### REQUIRED WORK
Repeat the listing in full. Nothing may be added or left out.

### MATERIAL FOR THIS EXERCISE
=== Section Start ===

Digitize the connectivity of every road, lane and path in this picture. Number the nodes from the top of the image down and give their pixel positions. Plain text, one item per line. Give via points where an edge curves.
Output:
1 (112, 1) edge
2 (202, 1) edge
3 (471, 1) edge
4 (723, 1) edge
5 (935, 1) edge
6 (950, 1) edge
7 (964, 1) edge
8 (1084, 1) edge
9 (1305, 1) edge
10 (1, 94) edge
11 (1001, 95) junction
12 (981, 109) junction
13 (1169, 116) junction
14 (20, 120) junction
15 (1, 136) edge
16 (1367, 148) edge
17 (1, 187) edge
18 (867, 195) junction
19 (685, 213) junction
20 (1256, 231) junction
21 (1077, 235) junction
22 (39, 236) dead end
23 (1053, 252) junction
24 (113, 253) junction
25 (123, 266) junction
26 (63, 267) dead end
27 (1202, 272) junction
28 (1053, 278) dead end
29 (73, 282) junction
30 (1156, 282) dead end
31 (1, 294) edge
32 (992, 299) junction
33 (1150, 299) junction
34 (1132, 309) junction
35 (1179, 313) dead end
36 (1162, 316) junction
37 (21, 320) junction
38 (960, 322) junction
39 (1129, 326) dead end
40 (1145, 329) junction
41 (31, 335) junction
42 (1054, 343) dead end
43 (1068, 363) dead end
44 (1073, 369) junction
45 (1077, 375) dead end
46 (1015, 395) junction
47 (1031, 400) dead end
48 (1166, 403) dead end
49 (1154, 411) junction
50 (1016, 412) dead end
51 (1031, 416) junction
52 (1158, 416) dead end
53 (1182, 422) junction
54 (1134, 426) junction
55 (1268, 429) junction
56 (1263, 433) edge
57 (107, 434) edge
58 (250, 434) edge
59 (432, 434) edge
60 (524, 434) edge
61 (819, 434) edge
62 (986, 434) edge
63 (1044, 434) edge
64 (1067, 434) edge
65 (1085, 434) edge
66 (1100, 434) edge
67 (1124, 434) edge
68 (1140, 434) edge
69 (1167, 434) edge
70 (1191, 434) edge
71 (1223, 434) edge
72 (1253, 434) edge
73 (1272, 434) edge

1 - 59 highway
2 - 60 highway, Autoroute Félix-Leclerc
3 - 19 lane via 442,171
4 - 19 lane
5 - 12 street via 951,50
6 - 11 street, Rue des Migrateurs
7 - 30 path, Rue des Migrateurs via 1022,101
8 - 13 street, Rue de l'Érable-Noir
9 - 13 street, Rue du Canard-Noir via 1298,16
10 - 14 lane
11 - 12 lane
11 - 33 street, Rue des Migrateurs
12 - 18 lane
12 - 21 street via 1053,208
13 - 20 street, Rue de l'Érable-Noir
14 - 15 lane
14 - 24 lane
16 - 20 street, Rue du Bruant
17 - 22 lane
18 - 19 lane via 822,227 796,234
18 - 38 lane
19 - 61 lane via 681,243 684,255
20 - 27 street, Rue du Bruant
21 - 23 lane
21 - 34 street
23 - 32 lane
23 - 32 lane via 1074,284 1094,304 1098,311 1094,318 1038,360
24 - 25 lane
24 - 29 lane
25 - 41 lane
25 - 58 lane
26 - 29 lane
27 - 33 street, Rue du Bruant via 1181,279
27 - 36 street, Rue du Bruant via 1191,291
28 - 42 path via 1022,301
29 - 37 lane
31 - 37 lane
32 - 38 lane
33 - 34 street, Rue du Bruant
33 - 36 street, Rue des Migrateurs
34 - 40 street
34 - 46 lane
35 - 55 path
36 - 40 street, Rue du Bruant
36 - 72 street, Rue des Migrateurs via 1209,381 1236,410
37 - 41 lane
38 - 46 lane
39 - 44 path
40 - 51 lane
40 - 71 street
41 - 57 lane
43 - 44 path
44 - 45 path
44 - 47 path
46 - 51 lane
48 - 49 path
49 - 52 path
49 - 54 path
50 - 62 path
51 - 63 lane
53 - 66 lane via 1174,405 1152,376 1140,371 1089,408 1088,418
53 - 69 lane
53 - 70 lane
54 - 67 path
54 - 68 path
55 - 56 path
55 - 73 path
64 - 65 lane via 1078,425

=== Section End ===

### EXERCISE SOLUTION
Digitize the connectivity of every road, lane and path in this picture. Number the nodes from the top of the image down and give their pixel positions. Plain text, one item per line. Give via points where an edge curves.
Output:
1 (112, 1) edge
2 (202, 1) edge
3 (471, 1) edge
4 (723, 1) edge
5 (935, 1) edge
6 (950, 1) edge
7 (964, 1) edge
8 (1084, 1) edge
9 (1305, 1) edge
10 (1, 94) edge
11 (1001, 95) junction
12 (981, 109) junction
13 (1169, 116) junction
14 (20, 120) junction
15 (1, 136) edge
16 (1367, 148) edge
17 (1, 187) edge
18 (867, 195) junction
19 (685, 213) junction
20 (1256, 231) junction
21 (1077, 235) junction
22 (39, 236) dead end
23 (1053, 252) junction
24 (113, 253) junction
25 (123, 266) junction
26 (63, 267) dead end
27 (1202, 272) junction
28 (1053, 278) dead end
29 (73, 282) junction
30 (1156, 282) dead end
31 (1, 294) edge
32 (992, 299) junction
33 (1150, 299) junction
34 (1132, 309) junction
35 (1179, 313) dead end
36 (1162, 316) junction
37 (21, 320) junction
38 (960, 322) junction
39 (1129, 326) dead end
40 (1145, 329) junction
41 (31, 335) junction
42 (1054, 343) dead end
43 (1068, 363) dead end
44 (1073, 369) junction
45 (1077, 375) dead end
46 (1015, 395) junction
47 (1031, 400) dead end
48 (1166, 403) dead end
49 (1154, 411) junction
50 (1016, 412) dead end
51 (1031, 416) junction
52 (1158, 416) dead end
53 (1182, 422) junction
54 (1134, 426) junction
55 (1268, 429) junction
56 (1263, 433) edge
57 (107, 434) edge
58 (250, 434) edge
59 (432, 434) edge
60 (524, 434) edge
61 (819, 434) edge
62 (986, 434) edge
63 (1044, 434) edge
64 (1067, 434) edge
65 (1085, 434) edge
66 (1100, 434) edge
67 (1124, 434) edge
68 (1140, 434) edge
69 (1167, 434) edge
70 (1191, 434) edge
71 (1223, 434) edge
72 (1253, 434) edge
73 (1272, 434) edge

1 - 59 highway
2 - 60 highway, Autoroute Félix-Leclerc
3 - 19 lane via 442,171
4 - 19 lane
5 - 12 street via 951,50
6 - 11 street, Rue des Migrateurs
7 - 30 path, Rue des Migrateurs via 1022,101
8 - 13 street, Rue de l'Érable-Noir
9 - 13 street, Rue du Canard-Noir via 1298,16
10 - 14 lane
11 - 12 lane
11 - 33 street, Rue des Migrateurs
12 - 18 lane
12 - 21 street via 1053,208
13 - 20 street, Rue de l'Érable-Noir
14 - 15 lane
14 - 24 lane
16 - 20 street, Rue du Bruant
17 - 22 lane
18 - 19 lane via 822,227 796,234
18 - 38 lane
19 - 61 lane via 681,243 684,255
20 - 27 street, Rue du Bruant
21 - 23 lane
21 - 34 street
23 - 32 lane
23 - 32 lane via 1074,284 1094,304 1098,311 1094,318 1038,360
24 - 25 lane
24 - 29 lane
25 - 41 lane
25 - 58 lane
26 - 29 lane
27 - 33 street, Rue du Bruant via 1181,279
27 - 36 street, Rue du Bruant via 1191,291
28 - 42 path via 1022,301
29 - 37 lane
31 - 37 lane
32 - 38 lane
33 - 34 street, Rue du Bruant
33 - 36 street, Rue des Migrateurs
34 - 40 street
34 - 46 lane
35 - 55 path
36 - 40 street, Rue du Bruant
36 - 72 street, Rue des Migrateurs via 1209,381 1236,410
37 - 41 lane
38 - 46 lane
39 - 44 path
40 - 51 lane
40 - 71 street
41 - 57 lane
43 - 44 path
44 - 45 path
44 - 47 path
46 - 51 lane
48 - 49 path
49 - 52 path
49 - 54 path
50 - 62 path
51 - 63 lane
53 - 66 lane via 1174,405 1152,376 1140,371 1089,408 1088,418
53 - 69 lane
53 - 70 lane
54 - 67 path
54 - 68 path
55 - 56 path
55 - 73 path
64 - 65 lane via 1078,425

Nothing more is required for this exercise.